Claudine antwortete am 21.03.01 (09:41):

Na, Wolfgang, muß wohl was dran sein , an der Charakteristik---------
Schön ,so was aufzutreiben! Macht doch Spaß, sich mit Literatur , Prosa wie Lyrik, zu beschäftigen.
Grüße Claudine


Gudrun antwortete am 21.03.01 (21:11):

Hallo Claudine und Wolfgang,

mein Beitrag passt nicht mehr so ganz zu eurer fortgschrittenen Kommunikation -.eigentlich wollte ich - abgesehen von meiner Tucholsky- Begeisterung (das Pyrenäen-Buch ist mein Favorit ) nur meiner Freude Ausdruck verleihen , dass es offenbar noch weitere Senioren gibt, die das Vorabendserienoptimismusdiktat ablehnen und eher geneigt sind , auch für sich alle menschlich möglichen Betrachtungsweisen in Anspruch zu nehmen.

Gudrun


Manfred Kergel antwortete am 23.03.01 (20:47):

Welcher Berliner kennt den Text von dem Lied.:
Zicken-Schulzes Hochzeit.Es beschreibt Zickenschulzes
Hochzeit in einer Laubenkolonie Berlins.
danke Manfred.


Wolfgang antwortete am 24.03.01 (01:28):

Hier ist das Lied vom Zickenschulze aus Bernau:

https://www.bernau-bei-berlin.de/tourismus/zickenschulze/index.html

(Internet-Tipp: https://www.bernau-bei-berlin.de/tourismus/zickenschulze/index.html)

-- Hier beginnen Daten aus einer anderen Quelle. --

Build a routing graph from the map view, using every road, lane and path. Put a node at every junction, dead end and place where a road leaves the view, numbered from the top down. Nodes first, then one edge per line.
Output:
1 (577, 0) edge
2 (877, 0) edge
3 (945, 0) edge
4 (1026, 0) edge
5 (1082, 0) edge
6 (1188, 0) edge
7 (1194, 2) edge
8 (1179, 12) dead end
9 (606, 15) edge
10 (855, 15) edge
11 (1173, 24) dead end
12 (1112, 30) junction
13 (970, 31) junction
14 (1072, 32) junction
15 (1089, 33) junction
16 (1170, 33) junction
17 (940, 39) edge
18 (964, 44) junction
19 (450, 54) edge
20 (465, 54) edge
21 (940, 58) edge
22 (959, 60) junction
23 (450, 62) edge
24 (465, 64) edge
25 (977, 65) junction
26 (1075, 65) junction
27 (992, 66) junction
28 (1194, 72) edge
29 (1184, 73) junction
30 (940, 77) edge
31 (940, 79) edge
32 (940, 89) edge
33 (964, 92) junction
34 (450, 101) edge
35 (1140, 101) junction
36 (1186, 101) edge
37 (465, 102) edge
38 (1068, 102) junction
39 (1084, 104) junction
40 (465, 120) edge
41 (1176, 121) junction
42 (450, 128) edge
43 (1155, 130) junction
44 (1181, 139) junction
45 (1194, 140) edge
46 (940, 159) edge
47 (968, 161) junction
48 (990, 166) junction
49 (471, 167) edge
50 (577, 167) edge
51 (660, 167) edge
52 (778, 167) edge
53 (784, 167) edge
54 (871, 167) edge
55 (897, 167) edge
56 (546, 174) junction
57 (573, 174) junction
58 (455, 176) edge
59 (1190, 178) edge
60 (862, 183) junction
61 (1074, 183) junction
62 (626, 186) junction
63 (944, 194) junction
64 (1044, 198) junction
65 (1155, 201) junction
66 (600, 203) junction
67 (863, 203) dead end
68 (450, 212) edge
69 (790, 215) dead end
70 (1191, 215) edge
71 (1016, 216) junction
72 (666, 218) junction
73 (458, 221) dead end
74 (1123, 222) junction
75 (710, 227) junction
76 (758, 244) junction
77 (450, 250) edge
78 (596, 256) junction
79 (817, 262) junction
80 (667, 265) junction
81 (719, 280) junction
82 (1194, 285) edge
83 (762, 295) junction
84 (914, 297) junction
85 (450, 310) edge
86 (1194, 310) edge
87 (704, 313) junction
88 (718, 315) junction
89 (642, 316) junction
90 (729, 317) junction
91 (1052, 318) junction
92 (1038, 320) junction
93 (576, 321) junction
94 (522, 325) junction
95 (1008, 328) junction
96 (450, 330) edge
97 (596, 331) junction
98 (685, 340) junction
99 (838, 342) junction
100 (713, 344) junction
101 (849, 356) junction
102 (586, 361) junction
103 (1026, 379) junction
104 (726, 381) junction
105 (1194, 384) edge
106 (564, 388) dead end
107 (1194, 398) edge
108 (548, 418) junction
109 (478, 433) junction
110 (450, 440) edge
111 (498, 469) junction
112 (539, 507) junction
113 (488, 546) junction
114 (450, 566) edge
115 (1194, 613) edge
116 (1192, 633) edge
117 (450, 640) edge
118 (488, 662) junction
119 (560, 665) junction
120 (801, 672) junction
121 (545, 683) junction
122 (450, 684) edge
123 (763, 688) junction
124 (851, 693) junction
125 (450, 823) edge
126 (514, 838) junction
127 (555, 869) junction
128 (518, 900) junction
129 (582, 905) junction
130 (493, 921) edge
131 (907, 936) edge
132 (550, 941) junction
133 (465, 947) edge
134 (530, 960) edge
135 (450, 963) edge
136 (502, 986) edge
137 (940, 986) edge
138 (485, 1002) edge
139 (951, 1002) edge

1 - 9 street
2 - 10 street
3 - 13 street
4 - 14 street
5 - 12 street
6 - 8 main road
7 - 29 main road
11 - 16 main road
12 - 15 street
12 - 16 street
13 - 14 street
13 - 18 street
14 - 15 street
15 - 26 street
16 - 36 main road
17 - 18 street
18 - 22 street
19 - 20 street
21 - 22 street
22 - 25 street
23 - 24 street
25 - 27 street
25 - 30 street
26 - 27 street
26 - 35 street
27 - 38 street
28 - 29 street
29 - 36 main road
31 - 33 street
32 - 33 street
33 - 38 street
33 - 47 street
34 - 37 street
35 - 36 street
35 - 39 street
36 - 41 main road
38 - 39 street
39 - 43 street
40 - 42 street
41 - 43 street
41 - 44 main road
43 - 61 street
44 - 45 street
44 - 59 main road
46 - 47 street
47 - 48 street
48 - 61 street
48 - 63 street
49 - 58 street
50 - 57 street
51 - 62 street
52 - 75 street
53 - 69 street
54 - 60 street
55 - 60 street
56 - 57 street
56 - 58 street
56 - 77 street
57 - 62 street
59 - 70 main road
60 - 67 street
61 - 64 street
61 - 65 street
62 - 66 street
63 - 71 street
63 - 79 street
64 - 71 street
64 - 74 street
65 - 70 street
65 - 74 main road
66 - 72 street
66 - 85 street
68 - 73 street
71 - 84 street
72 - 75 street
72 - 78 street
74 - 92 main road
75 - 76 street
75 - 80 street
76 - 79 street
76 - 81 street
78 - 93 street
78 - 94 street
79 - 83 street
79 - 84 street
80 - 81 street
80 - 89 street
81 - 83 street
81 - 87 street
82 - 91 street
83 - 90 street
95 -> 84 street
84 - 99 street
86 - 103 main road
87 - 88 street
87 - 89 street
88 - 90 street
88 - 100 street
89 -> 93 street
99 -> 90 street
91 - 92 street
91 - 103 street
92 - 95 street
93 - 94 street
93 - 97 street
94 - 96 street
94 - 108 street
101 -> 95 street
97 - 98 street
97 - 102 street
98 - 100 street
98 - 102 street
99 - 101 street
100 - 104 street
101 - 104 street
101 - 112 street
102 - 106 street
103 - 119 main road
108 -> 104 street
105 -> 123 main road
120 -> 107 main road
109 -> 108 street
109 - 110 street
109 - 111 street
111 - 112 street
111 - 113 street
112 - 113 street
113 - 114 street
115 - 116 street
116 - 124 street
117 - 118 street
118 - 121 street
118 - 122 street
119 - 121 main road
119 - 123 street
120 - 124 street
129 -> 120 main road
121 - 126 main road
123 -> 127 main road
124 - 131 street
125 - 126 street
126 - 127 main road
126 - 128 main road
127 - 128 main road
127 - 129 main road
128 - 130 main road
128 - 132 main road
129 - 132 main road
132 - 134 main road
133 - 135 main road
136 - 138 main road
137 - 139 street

Claudine B. antwortete am 24.03.01 (14:59):

Oh ja, Gudrun,
Du sprichst mir aus der Seele.
Ehrlich gesagt nehme ich so intensiv Anteil an Politik,--und immer wieder LITERATUR, daß mir das Seniorendasein gar nicht in den Sinn kommt, und auf mich auch nicht zu passen scheint..Deswegen bin ich auch nur selten hier.Ich habe durch die Literatur ein so
reges geistiges Innenleben,-- und auch Austausch mit verschiedenen Leuten, daß ich mich ums Seniorendaseinsgefühlbewußtsein gar nicht so recht kümmern kann.Was nicht heißt, daß ich der Realität des Altwerdens nicht ins Gesicht schaue.
Es gibt halt Tiefs und Hochs wie in allen Lebensphasen,-- das unterscheidet uns nun mal vom Tier.
Zuletzt noch ein Tip: es gab eine wunderschöne Rede von Louis Begley zur Eröffnung der Leipziger Buchmesse.Man konnte sie in der FAZ,-vielleicht auch in anderen Zeitungen --abgedruckt lesen.
Sie hat mich in ihrer poetischen Sprache, mit den Reflexionen, Phantasien und Erinnerungen an seine polnische Kindheit, die er mehr durch Literatur wahrnimmt, schier hingerissen. Das sind dann die wahren Glücksmomente des Lebens, wenn man so etwas Schönes ( außer den vielen schönen Büchern!)zu lesen bekommt!